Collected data
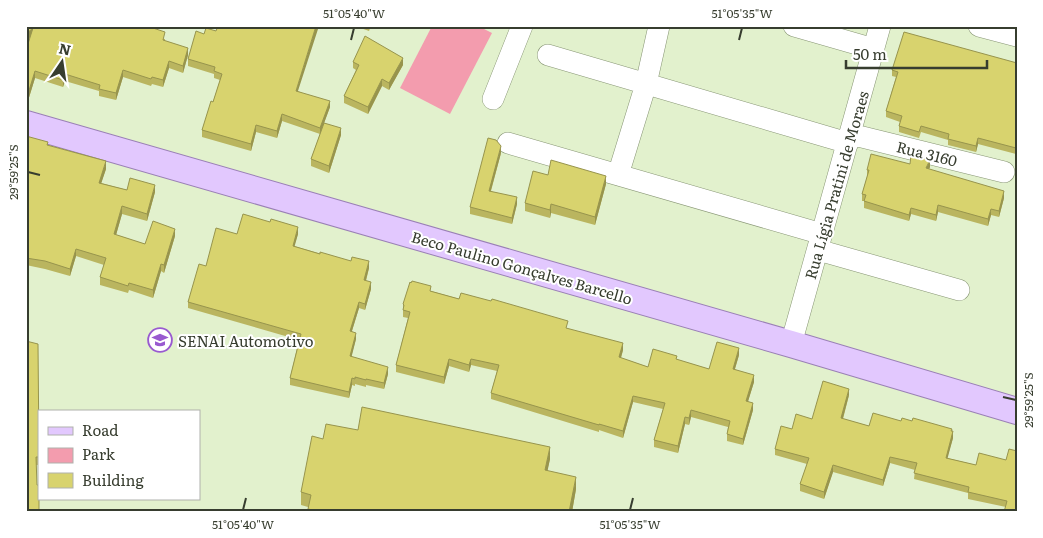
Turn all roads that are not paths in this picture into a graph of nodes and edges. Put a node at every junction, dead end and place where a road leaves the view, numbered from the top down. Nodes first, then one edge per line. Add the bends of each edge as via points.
1 (522, 26) edge
2 (659, 26) edge
3 (794, 26) edge
4 (880, 26) edge
5 (979, 26) edge
6 (1017, 36) edge
7 (874, 49) junction
8 (548, 55) dead end
9 (646, 84) junction
10 (493, 99) dead end
11 (26, 124) edge
12 (849, 138) junction
13 (508, 143) dead end
14 (1004, 172) dead end
15 (618, 175) junction
16 (820, 242) junction
17 (959, 290) dead end
18 (790, 344) junction
19 (1017, 411) edge

1 - 10 street
2 - 9 street
3 - 7 street
4 - 7 street, Rua Lígia Pratini de Moraes
5 - 6 street
7 - 12 street, Rua Lígia Pratini de Moraes
8 - 9 street, Rua 3160
9 - 12 street, Rua 3160
9 - 15 street
11 - 18 main road, Beco Paulino Gonçalves Barcello
12 - 14 street, Rua 3160
12 - 16 street, Rua Lígia Pratini de Moraes
13 - 15 street
15 - 16 street
16 - 17 street
16 - 18 street, Rua Lígia Pratini de Moraes
18 - 19 main road, Beco Paulino Gonçalves Barcello

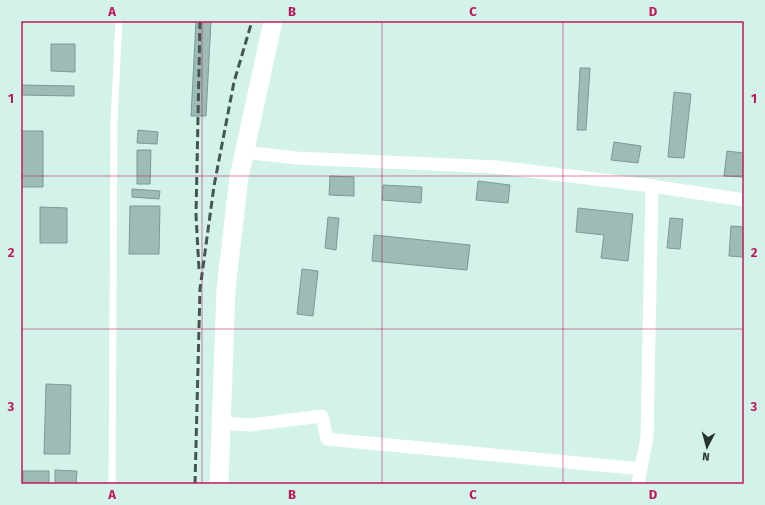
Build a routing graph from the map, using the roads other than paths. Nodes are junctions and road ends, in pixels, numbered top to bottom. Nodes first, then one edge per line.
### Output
1 (119, 21) edge
2 (273, 21) edge
3 (244, 152) junction
4 (652, 186) junction
5 (744, 200) edge
6 (221, 423) junction
7 (641, 469) junction
8 (112, 484) edge
9 (219, 484) edge
10 (638, 484) edge

1 - 8 lane
2 - 3 street
3 - 4 street
3 - 6 street
4 - 5 street
4 - 7 street
6 - 7 street
6 - 9 street
7 - 10 street

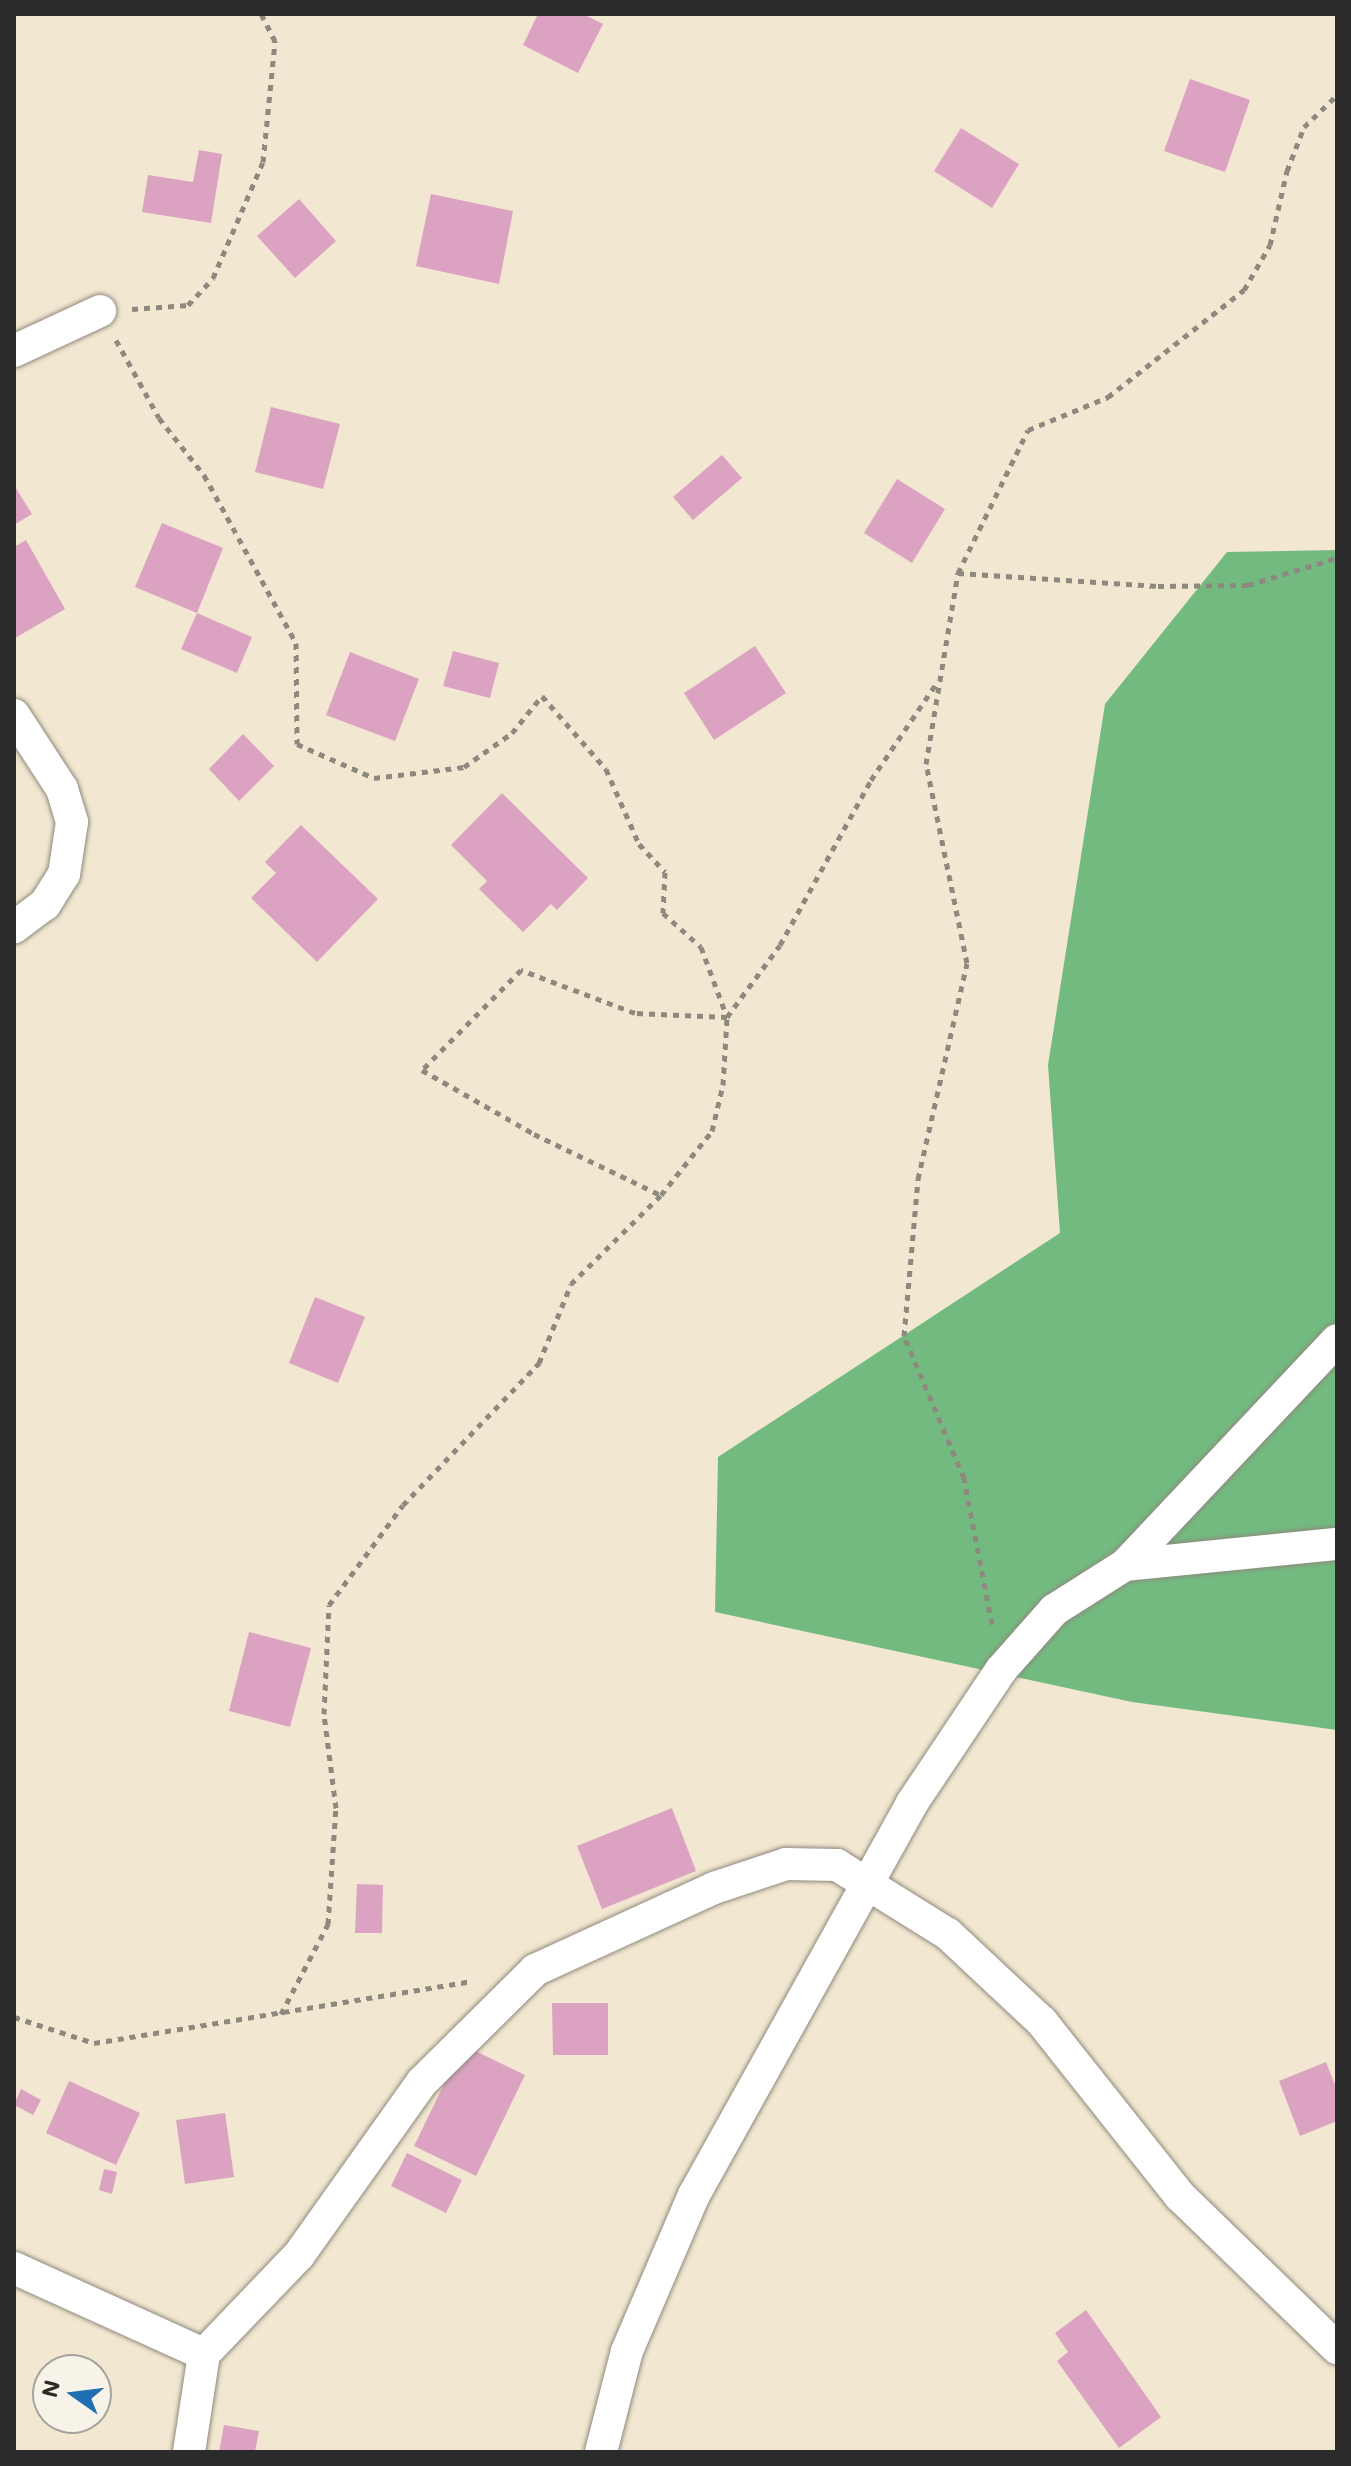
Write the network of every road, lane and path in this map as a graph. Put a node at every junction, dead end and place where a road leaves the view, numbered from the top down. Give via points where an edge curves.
1 (261, 14) edge
2 (1337, 95) edge
3 (100, 311) junction
4 (14, 351) edge
5 (1337, 558) edge
6 (958, 573) junction
7 (941, 677) junction
8 (14, 715) edge
9 (14, 927) edge
10 (727, 1017) junction
11 (661, 1195) junction
12 (1337, 1340) edge
13 (1337, 1544) edge
14 (1125, 1565) junction
15 (1001, 1670) junction
16 (871, 1884) junction
17 (475, 1980) dead end
18 (281, 2014) junction
19 (14, 2017) edge
20 (14, 2268) edge
21 (1337, 2348) edge
22 (204, 2354) junction
23 (189, 2452) edge
24 (601, 2452) edge

1 - 3 path via 275,41 263,162 213,278 188,305
2 - 6 path via 1304,127 1287,171 1270,245 1244,290 1108,397 1028,430
3 - 4 street
3 - 10 path via 159,418 204,475 296,643 297,744 374,778 464,767 512,733 542,696 606,769 639,844 665,872 663,913 701,947
5 - 6 path via 1248,585 1158,586
6 - 7 path
7 - 10 path via 871,780 780,945
7 - 15 path via 926,764 967,963 918,1179 904,1336 964,1478
8 - 9 street via 62,789 72,822 64,874 45,904
10 - 11 path via 723,1085 712,1131
10 - 11 path via 635,1013 521,970 422,1070 534,1134
11 - 18 path via 571,1284 539,1363 403,1505 329,1605 324,1714 336,1808 328,1924
12 - 14 street
13 - 14 street
14 - 15 street via 1054,1610
15 - 16 street via 912,1803
16 - 21 street via 948,1934 1042,2022 1180,2196
16 - 22 street via 837,1865 786,1864 714,1888 535,1970 422,2082 299,2255
16 - 24 street via 766,2059 694,2195 627,2351
17 - 18 path
18 - 19 path via 94,2043
20 - 22 street
22 - 23 street

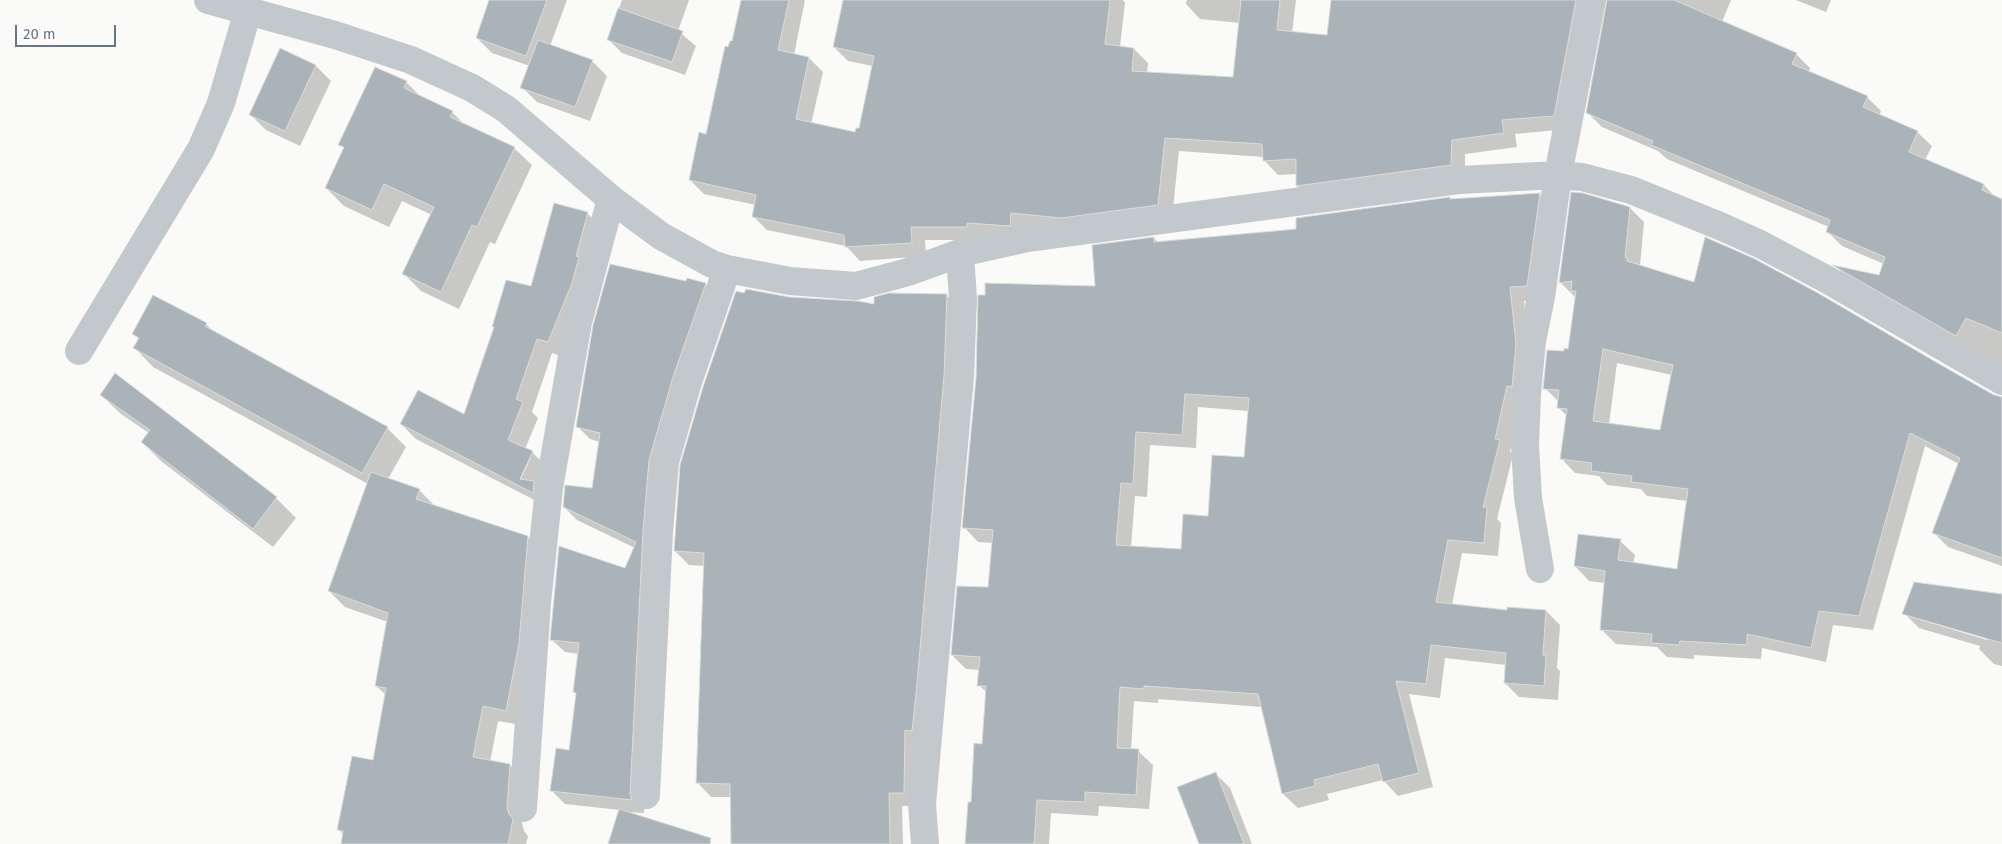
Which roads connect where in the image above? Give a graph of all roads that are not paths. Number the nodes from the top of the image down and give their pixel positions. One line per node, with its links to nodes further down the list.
1 (208, 0): 3 (street)
2 (1592, 0): 4 (street)
3 (248, 11): 5 (street); 8 (street)
4 (1558, 175): 6 (street); 9 (street); 10 (street)
5 (611, 199): 7 (street); 12 (street)
6 (960, 253): 7 (street); 13 (street)
7 (727, 269): 11 (street)
8 (79, 351)
9 (2002, 381)
10 (1540, 569)
11 (646, 794)
12 (523, 808)
13 (925, 844)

** TASK STATEMENT **
Your answer must be an exact copy of the data above, minus its pictures.

** WRITTEN ANSWER **
Turn all roads that are not paths in this picture into a graph of nodes and edges. Put a node at every junction, dead end and place where a road leaves the view, numbered from the top down. Nodes first, then one edge per line. Add the bends of each edge as via points.
1 (522, 26) edge
2 (659, 26) edge
3 (794, 26) edge
4 (880, 26) edge
5 (979, 26) edge
6 (1017, 36) edge
7 (874, 49) junction
8 (548, 55) dead end
9 (646, 84) junction
10 (493, 99) dead end
11 (26, 124) edge
12 (849, 138) junction
13 (508, 143) dead end
14 (1004, 172) dead end
15 (618, 175) junction
16 (820, 242) junction
17 (959, 290) dead end
18 (790, 344) junction
19 (1017, 411) edge

1 - 10 street
2 - 9 street
3 - 7 street
4 - 7 street, Rua Lígia Pratini de Moraes
5 - 6 street
7 - 12 street, Rua Lígia Pratini de Moraes
8 - 9 street, Rua 3160
9 - 12 street, Rua 3160
9 - 15 street
11 - 18 main road, Beco Paulino Gonçalves Barcello
12 - 14 street, Rua 3160
12 - 16 street, Rua Lígia Pratini de Moraes
13 - 15 street
15 - 16 street
16 - 17 street
16 - 18 street, Rua Lígia Pratini de Moraes
18 - 19 main road, Beco Paulino Gonçalves Barcello

Build a routing graph from the map, using the roads other than paths. Nodes are junctions and road ends, in pixels, numbered top to bottom. Nodes first, then one edge per line.
### Output
1 (119, 21) edge
2 (273, 21) edge
3 (244, 152) junction
4 (652, 186) junction
5 (744, 200) edge
6 (221, 423) junction
7 (641, 469) junction
8 (112, 484) edge
9 (219, 484) edge
10 (638, 484) edge

1 - 8 lane
2 - 3 street
3 - 4 street
3 - 6 street
4 - 5 street
4 - 7 street
6 - 7 street
6 - 9 street
7 - 10 street

Write the network of every road, lane and path in this map as a graph. Put a node at every junction, dead end and place where a road leaves the view, numbered from the top down. Give via points where an edge curves.
1 (261, 14) edge
2 (1337, 95) edge
3 (100, 311) junction
4 (14, 351) edge
5 (1337, 558) edge
6 (958, 573) junction
7 (941, 677) junction
8 (14, 715) edge
9 (14, 927) edge
10 (727, 1017) junction
11 (661, 1195) junction
12 (1337, 1340) edge
13 (1337, 1544) edge
14 (1125, 1565) junction
15 (1001, 1670) junction
16 (871, 1884) junction
17 (475, 1980) dead end
18 (281, 2014) junction
19 (14, 2017) edge
20 (14, 2268) edge
21 (1337, 2348) edge
22 (204, 2354) junction
23 (189, 2452) edge
24 (601, 2452) edge

1 - 3 path via 275,41 263,162 213,278 188,305
2 - 6 path via 1304,127 1287,171 1270,245 1244,290 1108,397 1028,430
3 - 4 street
3 - 10 path via 159,418 204,475 296,643 297,744 374,778 464,767 512,733 542,696 606,769 639,844 665,872 663,913 701,947
5 - 6 path via 1248,585 1158,586
6 - 7 path
7 - 10 path via 871,780 780,945
7 - 15 path via 926,764 967,963 918,1179 904,1336 964,1478
8 - 9 street via 62,789 72,822 64,874 45,904
10 - 11 path via 723,1085 712,1131
10 - 11 path via 635,1013 521,970 422,1070 534,1134
11 - 18 path via 571,1284 539,1363 403,1505 329,1605 324,1714 336,1808 328,1924
12 - 14 street
13 - 14 street
14 - 15 street via 1054,1610
15 - 16 street via 912,1803
16 - 21 street via 948,1934 1042,2022 1180,2196
16 - 22 street via 837,1865 786,1864 714,1888 535,1970 422,2082 299,2255
16 - 24 street via 766,2059 694,2195 627,2351
17 - 18 path
18 - 19 path via 94,2043
20 - 22 street
22 - 23 street

Which roads connect where in the image above? Give a graph of all roads that are not paths. Number the nodes from the top of the image down and give their pixel positions. One line per node, with its links to nodes further down the list.
1 (208, 0): 3 (street)
2 (1592, 0): 4 (street)
3 (248, 11): 5 (street); 8 (street)
4 (1558, 175): 6 (street); 9 (street); 10 (street)
5 (611, 199): 7 (street); 12 (street)
6 (960, 253): 7 (street); 13 (street)
7 (727, 269): 11 (street)
8 (79, 351)
9 (2002, 381)
10 (1540, 569)
11 (646, 794)
12 (523, 808)
13 (925, 844)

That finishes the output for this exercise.